Twenty-four Thousand Reasons to Code in the Open
I learnt this week that the very first commit to a side project of mine was made at twenty to one in the morning on a Saturday in October 2018. I have no real recollection of what prompted that particular late-night coding session (the git log, as ever, is more reliable than my memory), but I do know the context. I was a tech lead in the office of the CTO at the Home Office, and I was looking for some hard numbers to support a case I kept having to make: that open source in UK public sector was not only happening, but thriving.
The tool I built that night was a scraper. It pulled the official list of UK government organisations from GitHub, fetched all their public repositories, and rendered the results in a simple table. AngularJS 1.5, Bootstrap 3, a bit of inline CSS. It worked. And — rather remarkably — it continued to work for the best part of eight years with almost no maintenance.
I think that fact alone tells you something about the nature of side projects built in the small hours.
From Hundreds to Twenty-Six Thousand
When I first assembled that leaderboard, the number of public repositories across UK government organisations was perhaps in the low thousands. It seemed to me at the time that this was already a success story worth telling, particularly given the resistance I often encountered when encouraging departments to code in the open. Today, that number stands at over 24,000 repositories across 186 organisations. The growth has been extraordinary, and I think it reflects a genuine shift in culture across UK public sector technology.
I should be honest: I have been an enthusiastic (perhaps occasionally tiresome) advocate for open source throughout my career in and around government. I have walked into departments and personally evangelised the benefits of coding in the open, sometimes to receptive audiences and sometimes to rooms full of politely sceptical faces. The typical objections tend to follow familiar patterns: that the work is somehow exempt from the Service Standard; that what they're building is so unique and specialised that sharing it would be meaningless; or — the most persistent myth — that publishing source code creates unacceptable security risks.
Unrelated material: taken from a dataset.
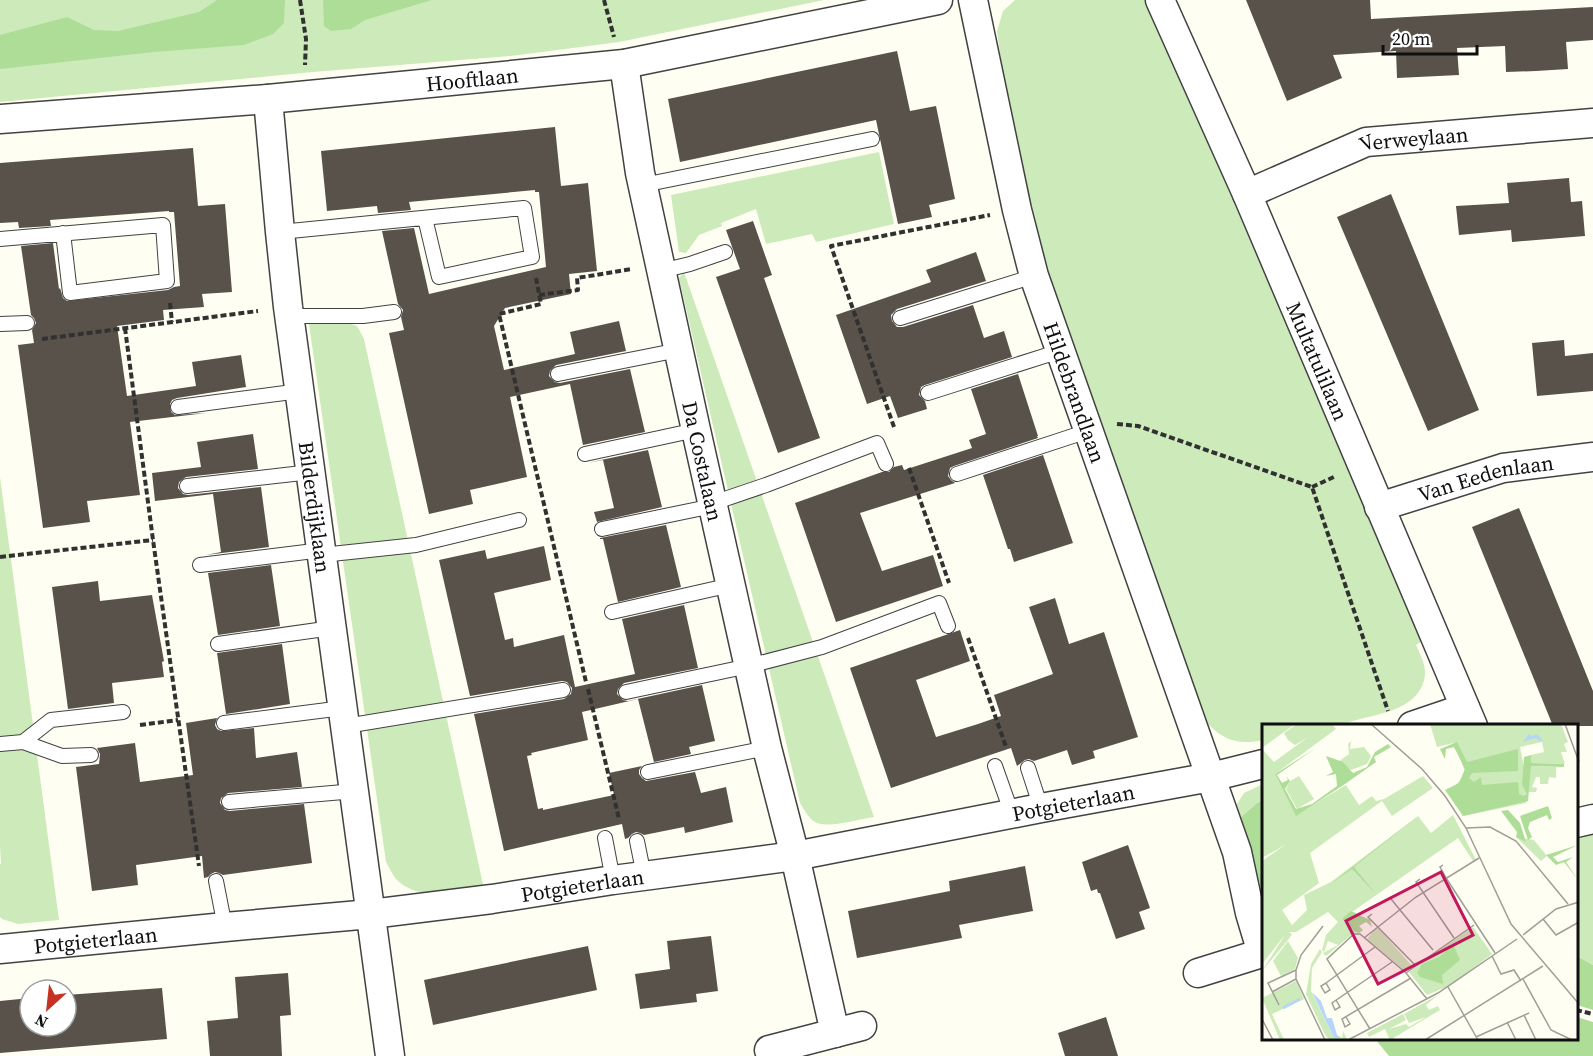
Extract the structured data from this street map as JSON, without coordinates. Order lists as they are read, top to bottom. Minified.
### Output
{"streets":{"street":["Hooftlaan","Verweylaan","Multatulilaan","Hildebrandlaan","Da Costalaan","Van Eedenlaan","Bilderdijklaan","Potgieterlaan"]},"crossings":[["Hooftlaan","Da Costalaan"],["Hooftlaan","Bilderdijklaan"],["Verweylaan","Multatulilaan"],["Multatulilaan","Van Eedenlaan"],["Hildebrandlaan","Potgieterlaan"],["Da Costalaan","Potgieterlaan"],["Bilderdijklaan","Potgieterlaan"]],"scale_bar":"20 m","north":"bottom left"}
Fortunately, there are people considerably smarter than I who have written at length about why these objections don't hold up. The government's own security considerations guidance is unequivocal: open code can be "just as secure or more secure than closed code," and security through obscurity "is considered insufficient by security experts." The guidance on when code should be open or closed limits the exceptions to three narrow categories: keys and credentials, fraud detection algorithms, and unreleased policy. Everything else should be open. They use a rather good padlock analogy: everyone knows how a padlock works, but it's still secure because you cannot open it without the key.
And when my own arguments have fallen short, friends at the National Cyber Security Centre have always been generous in supporting the case. The NCSC's guidance on protecting code repositories takes a pragmatic approach — acknowledging that coding in the open requires good security practices (automated testing, peer reviews), while their position on secure by default design explicitly states that security through obscurity should be avoided. At a cross-government open source security meetup back in 2017, an NCSC panel agreed that "open code is not more or less secure than closed code" — what matters is writing clean code, employing peer reviews, and developing a team culture that thinks like an attacker.
Opening First Repositories
Perhaps the thing I'm most proud of in this space is that several organisations opened their very first public GitHub repositories during my tenure working with them. The Bank of England (which now has 11 public repositories) and the Crown Prosecution Service (with 52 public repositories and counting) are amongst those that took what can feel like a significant step. The conversation that leads to that first commit is always interesting — there is genuine nervousness, a sense that publishing code is somehow irreversible and dangerous. But once that first repository is public, something shifts. Teams realise that the sky has not fallen in, and the benefits (accountability, collaboration, reduced duplication) start to become visible.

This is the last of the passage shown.